→ **RECORDS FOR THIS EXERCISE**
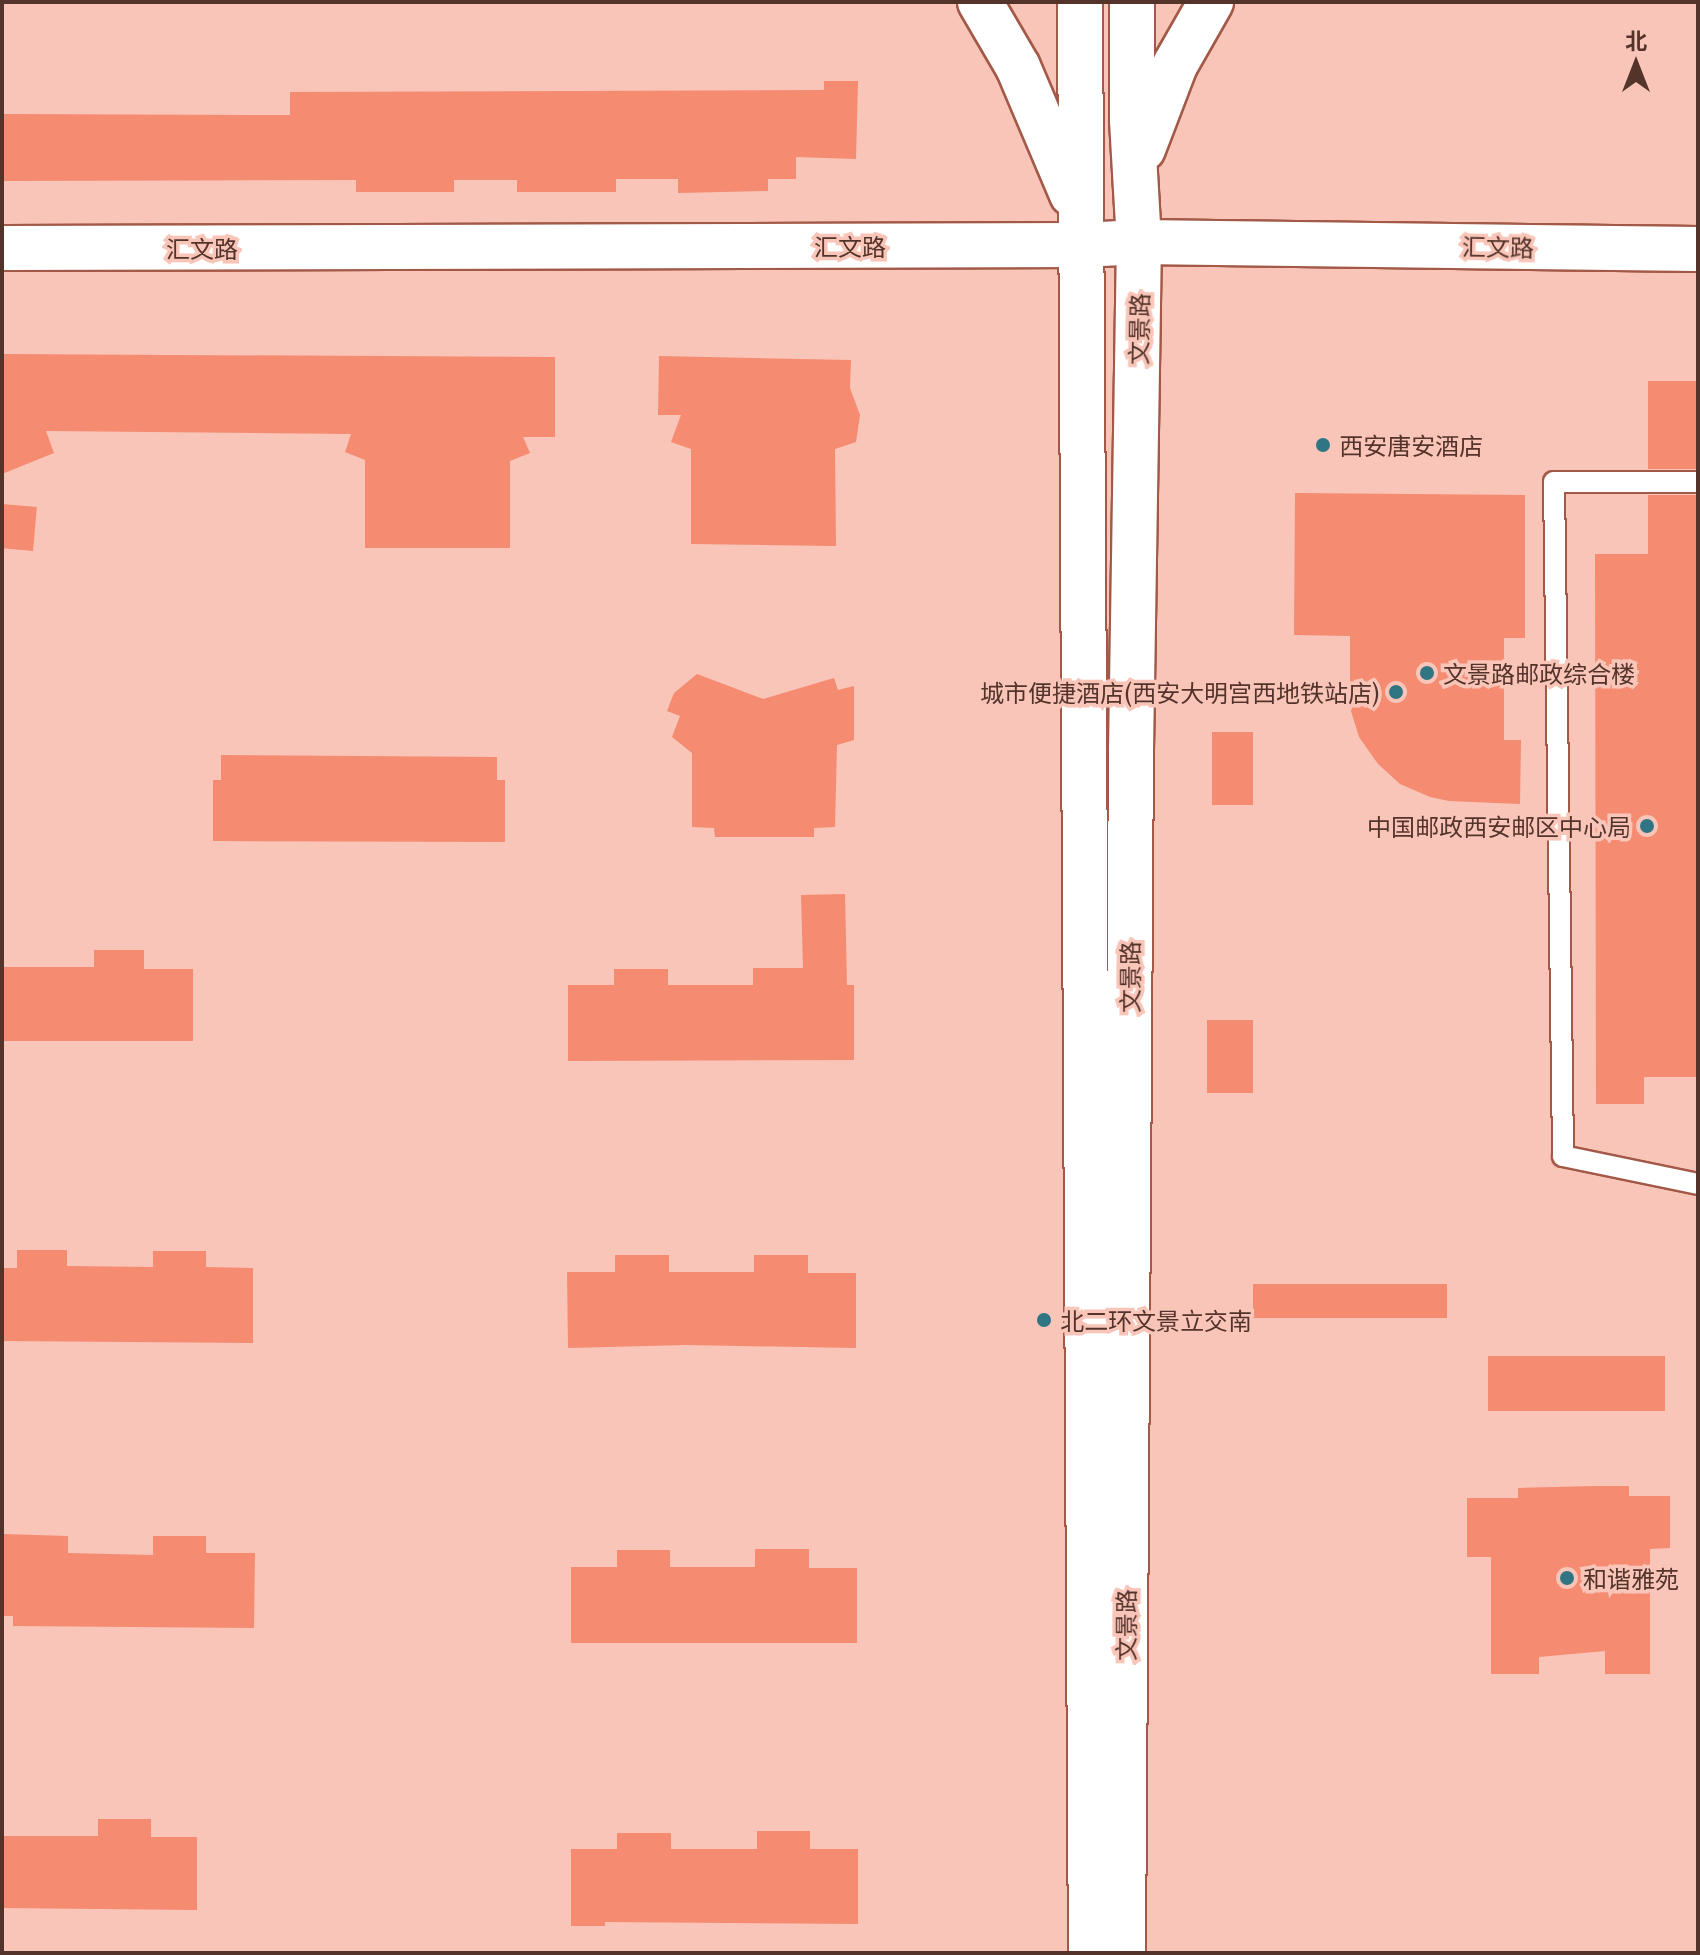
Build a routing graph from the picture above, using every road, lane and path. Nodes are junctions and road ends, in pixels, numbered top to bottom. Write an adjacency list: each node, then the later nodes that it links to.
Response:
1 (980, 2): 6 (main road)
2 (1080, 2): 6 (main road, 文景路)
3 (1132, 2): 5 (main road, 文景路)
4 (1211, 2): 5 (main road)
5 (1135, 170): 7 (main road, 文景路)
6 (1083, 238): 7 (main road, 汇文路); 8 (main road, 汇文路); 12 (main road, 文景路)
7 (1139, 242): 9 (main road, 汇文路); 13 (main road, 文景路)
8 (2, 248)
9 (1698, 249)
10 (1698, 482): 11 (lane)
11 (1698, 1184)
12 (1091, 1953)
13 (1123, 1953)

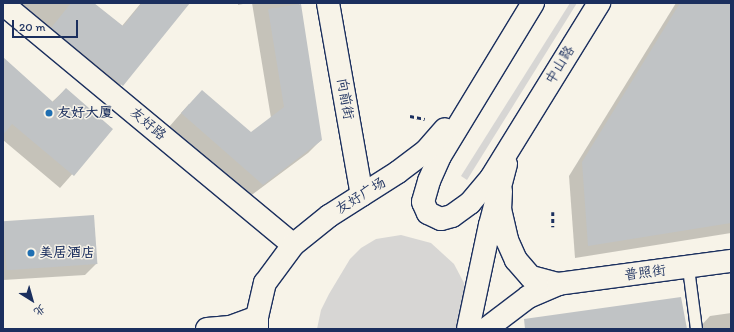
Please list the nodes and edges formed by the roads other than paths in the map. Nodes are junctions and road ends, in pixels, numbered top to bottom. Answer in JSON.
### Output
{"nodes":[{"id":1,"x":328,"y":3,"type":"edge"},
{"id":2,"x":533,"y":3,"type":"edge"},
{"id":3,"x":599,"y":3,"type":"edge"},
{"id":4,"x":3,"y":4,"type":"edge"},
{"id":5,"x":482,"y":86,"type":"junction"},
{"id":6,"x":521,"y":128,"type":"junction"},
{"id":7,"x":503,"y":174,"type":"junction"},
{"id":8,"x":362,"y":195,"type":"junction"},
{"id":9,"x":293,"y":245,"type":"junction"},
{"id":10,"x":731,"y":261,"type":"edge"},
{"id":11,"x":688,"y":268,"type":"junction"},
{"id":12,"x":558,"y":284,"type":"junction"},
{"id":13,"x":257,"y":323,"type":"edge"},
{"id":14,"x":207,"y":329,"type":"edge"},
{"id":15,"x":468,"y":329,"type":"edge"},
{"id":16,"x":486,"y":329,"type":"edge"},
{"id":17,"x":696,"y":329,"type":"edge"}],
"edges":[{"from":1,"to":8,"type":"main road","name":"向前街"},
{"from":2,"to":5,"type":"main road"},
{"from":3,"to":6,"type":"main road","name":"中山路"},
{"from":4,"to":9,"type":"main road","name":"友好路"},
{"from":5,"to":6,"type":"main road"},
{"from":5,"to":8,"type":"main road","name":"友好广场"},
{"from":6,"to":7,"type":"main road"},
{"from":7,"to":12,"type":"main road"},
{"from":7,"to":15,"type":"main road"},
{"from":8,"to":9,"type":"main road","name":"友好广场"},
{"from":9,"to":13,"type":"main road","name":"友好广场"},
{"from":10,"to":11,"type":"main road","name":"普照街"},
{"from":11,"to":12,"type":"main road","name":"普照街"},
{"from":11,"to":17,"type":"lane"},
{"from":12,"to":16,"type":"main road"},
{"from":13,"to":14,"type":"main road"}]}
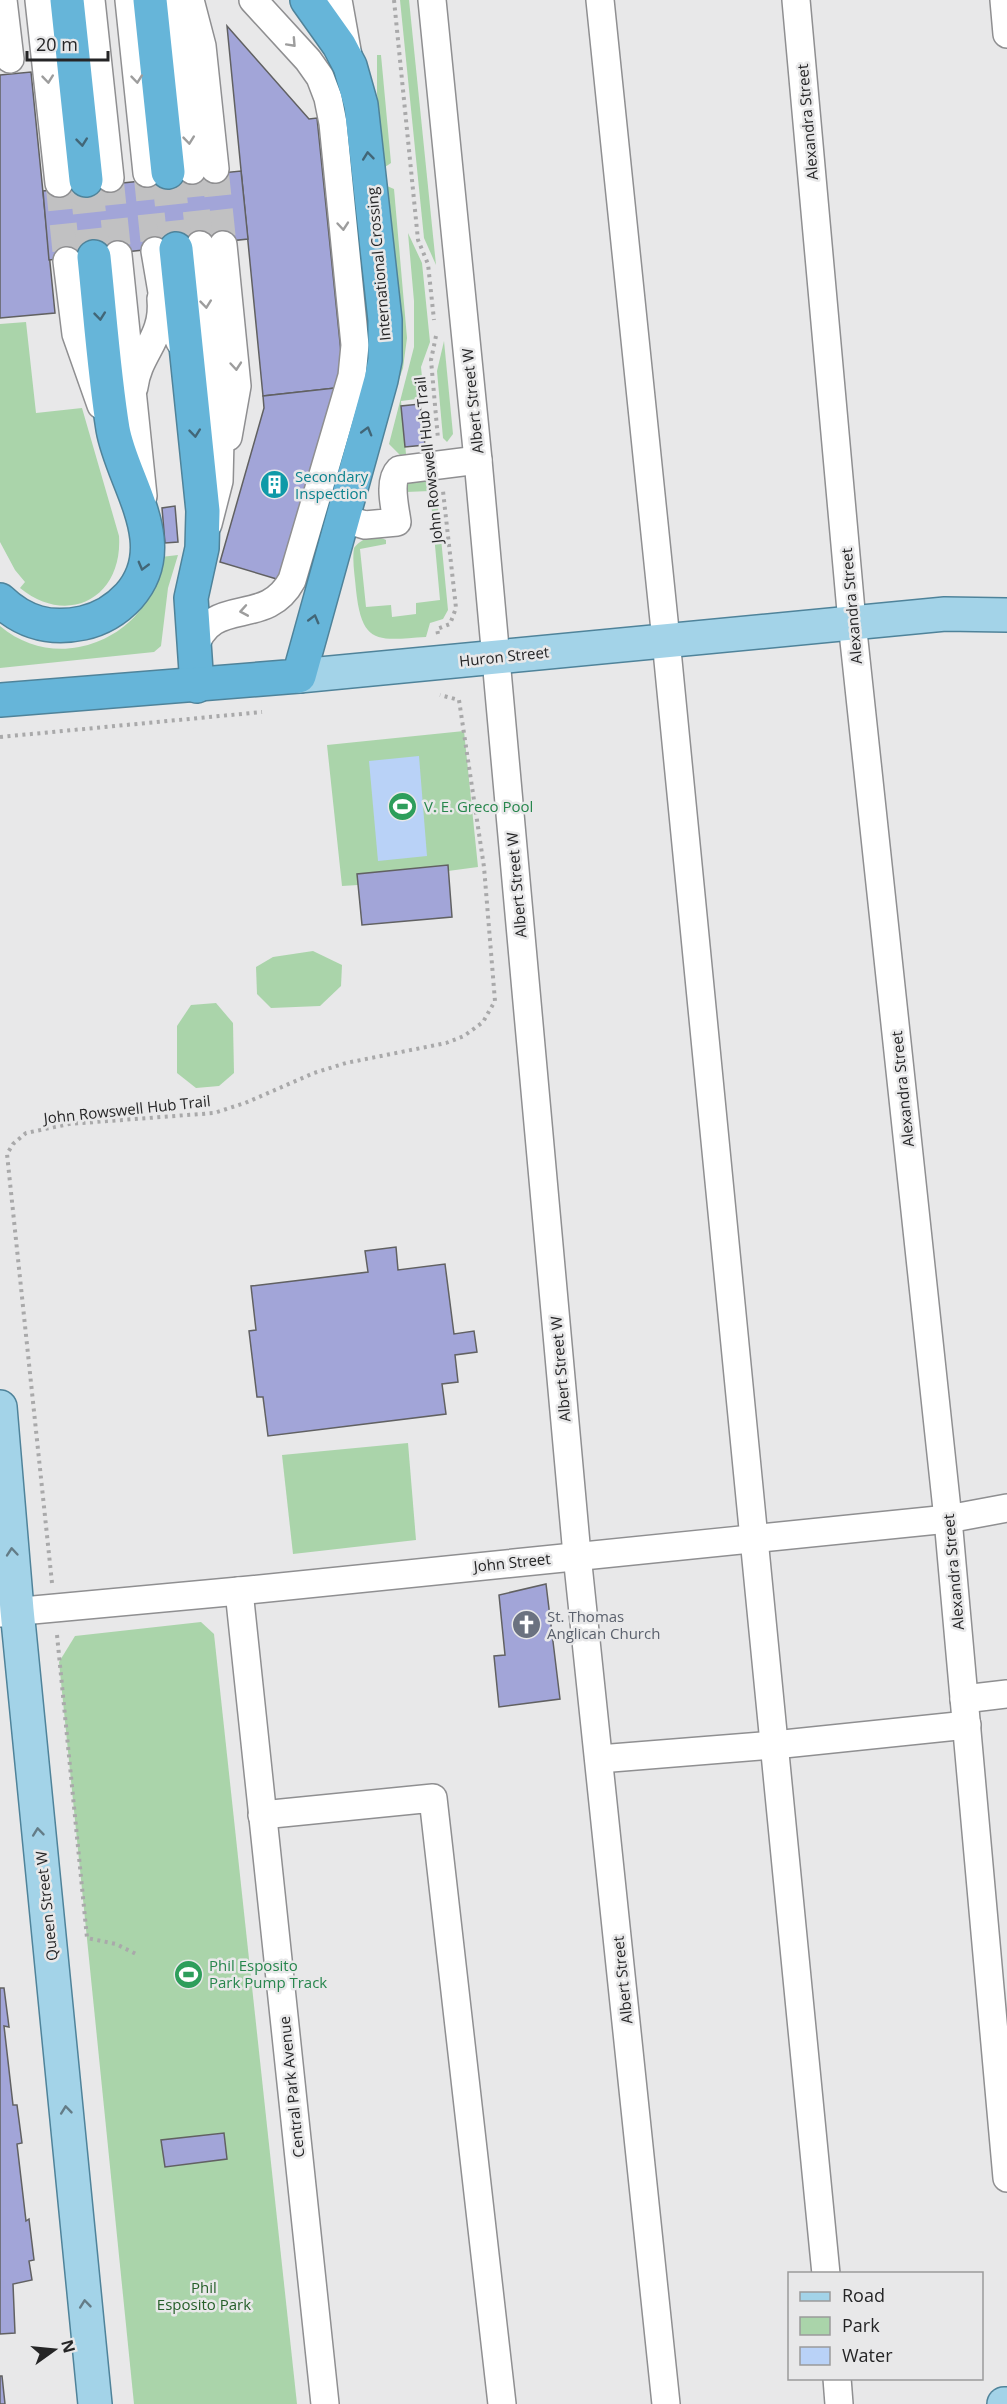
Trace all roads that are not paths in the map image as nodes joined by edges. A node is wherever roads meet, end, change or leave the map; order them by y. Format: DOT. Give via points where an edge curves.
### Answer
graph roads {
  1 [pos="3,0"];
  2 [pos="39,0"];
  3 [pos="67,0"];
  4 [pos="91,0"];
  5 [pos="129,0"];
  6 [pos="150,0"];
  7 [pos="167,0"];
  8 [pos="190,0"];
  9 [pos="253,0"];
  10 [pos="307,0"];
  11 [pos="432,0"];
  12 [pos="600,0"];
  13 [pos="796,0"];
  14 [pos="1004,0"];
  15 [pos="338,6"];
  16 [pos="1007,34"];
  17 [pos="10,59"];
  18 [pos="350,66"];
  19 [pos="181,171"];
  20 [pos="85,180"];
  21 [pos="188,248"];
  22 [pos="93,258"];
  23 [pos="159,280"];
  24 [pos="123,312"];
  25 [pos="150,346"];
  26 [pos="190,380"];
  27 [pos="133,394"];
  28 [pos="478,460"];
  29 [pos="341,518"];
  30 [pos="147,531"];
  31 [pos="202,548"];
  32 [pos="314,558"];
  33 [pos="0,600"];
  34 [pos="1007,615"];
  35 [pos="852,622"];
  36 [pos="666,640"];
  37 [pos="194,649"];
  38 [pos="496,657"];
  39 [pos="299,676"];
  40 [pos="197,686"];
  41 [pos="0,700"];
  42 [pos="0,1407"];
  43 [pos="1007,1508"];
  44 [pos="948,1519"];
  45 [pos="754,1538"];
  46 [pos="577,1555"];
  47 [pos="239,1591"];
  48 [pos="8,1612"];
  49 [pos="1007,1694"];
  50 [pos="965,1712"];
  51 [pos="774,1745"];
  52 [pos="599,1759"];
  53 [pos="262,1815"];
  54 [pos="1007,2178"];
  55 [pos="826,2272"];
  56 [pos="837,2380"];
  57 [pos="1007,2398"];
  58 [pos="95,2404"];
  59 [pos="325,2404"];
  60 [pos="502,2404"];
  61 [pos="666,2404"];
  62 [pos="839,2404"];
  63 [pos="1005,2404"];
  1 -- 17 [label="street"];
  2 -- 20 [label="street, one-way"];
  3 -- 20 [label="highway, one-way"];
  4 -- 20 [label="street"];
  5 -- 19 [label="street, one-way"];
  6 -- 19 [label="highway"];
  7 -- 19 [label="street, one-way" via="179,46"];
  8 -- 19 [label="street" via="202,46"];
  9 -- 32 [label="street, one-way" via="320,77 333,123 355,345"];
  10 -- 18 [label="highway, International Crossing"];
  11 -- 28 [label="street, Albert Street W"];
  12 -- 36 [label="street"];
  13 -- 35 [label="street, Alexandra Street"];
  14 -- 16 [label="street"];
  15 -- 18 [label="street"];
  29 -- 18 [label="highway, International Crossing, one-way" via="381,381 386,340 365,126"];
  21 -- 23 [label="street"];
  21 -- 26 [label="highway"];
  21 -- 31 [label="street, one-way" via="237,386"];
  22 -- 24 [label="street"];
  22 -- 30 [label="highway, one-way" via="116,449"];
  23 -- 25 [label="street" via="161,320"];
  23 -- 26 [label="street"];
  24 -- 25 [label="street" via="131,331"];
  24 -- 27 [label="street"];
  25 -- 26 [label="street"];
  25 -- 27 [label="street"];
  26 -- 31 [label="highway, one-way" via="203,511"];
  27 -- 30 [label="street"];
  28 -- 29 [label="street" via="407,467 396,472 393,483 397,522 364,525"];
  28 -- 38 [label="street, Albert Street W"];
  29 -- 32 [label="highway, International Crossing"];
  30 -- 33 [label="highway, one-way" via="143,571 135,590 109,613 89,622 49,626 24,618"];
  31 -- 37 [label="highway" via="190,598"];
  32 -- 37 [label="street, one-way" via="292,580 285,594 264,607 232,613 211,623 202,631"];
  39 -- 32 [label="highway, International Crossing, one-way"];
  34 -- 35 [label="main road, Huron Street" via="945,614"];
  35 -- 36 [label="main road, Huron Street"];
  35 -- 44 [label="street, Alexandra Street"];
  36 -- 38 [label="main road, Huron Street"];
  36 -- 45 [label="street"];
  37 -- 40 [label="highway"];
  38 -- 39 [label="main road, Huron Street"];
  38 -- 46 [label="street, Albert Street W"];
  39 -- 40 [label="highway, Huron Street"];
  40 -- 41 [label="highway, Huron Street"];
  48 -- 42 [label="main road, Queen Street W, one-way"];
  43 -- 44 [label="street, John Street"];
  44 -- 45 [label="street, John Street"];
  44 -- 50 [label="street, Alexandra Street"];
  45 -- 46 [label="street, John Street"];
  45 -- 51 [label="street"];
  46 -- 47 [label="street, John Street"];
  46 -- 52 [label="street, Albert Street"];
  47 -- 48 [label="street, John Street"];
  47 -- 53 [label="street, Central Park Avenue"];
  58 -- 48 [label="main road, Queen Street W, one-way"];
  49 -- 50 [label="street"];
  50 -- 51 [label="street"];
  50 -- 54 [label="street, Alexandra Street"];
  51 -- 52 [label="street"];
  51 -- 55 [label="street"];
  52 -- 61 [label="street, Albert Street"];
  53 -- 59 [label="street, Central Park Avenue"];
  53 -- 60 [label="street" via="433,1798"];
  56 -- 62 [label="street"];
  57 -- 63 [label="street"];
}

→ **ASSIGNMENT**
Starting at the first line of the records above, set down each line exactly through the one that holds "Please list the". Omit pictures.

→ **SOLVED EXERCISE**
Build a routing graph from the picture above, using every road, lane and path. Nodes are junctions and road ends, in pixels, numbered top to bottom. Write an adjacency list: each node, then the later nodes that it links to.
Response:
1 (980, 2): 6 (main road)
2 (1080, 2): 6 (main road, 文景路)
3 (1132, 2): 5 (main road, 文景路)
4 (1211, 2): 5 (main road)
5 (1135, 170): 7 (main road, 文景路)
6 (1083, 238): 7 (main road, 汇文路); 8 (main road, 汇文路); 12 (main road, 文景路)
7 (1139, 242): 9 (main road, 汇文路); 13 (main road, 文景路)
8 (2, 248)
9 (1698, 249)
10 (1698, 482): 11 (lane)
11 (1698, 1184)
12 (1091, 1953)
13 (1123, 1953)

Please list the nodes and edges formed by the roads other than paths in the map. Nodes are junctions and road ends, in pixels, numbered top to bottom. Answer in JSON.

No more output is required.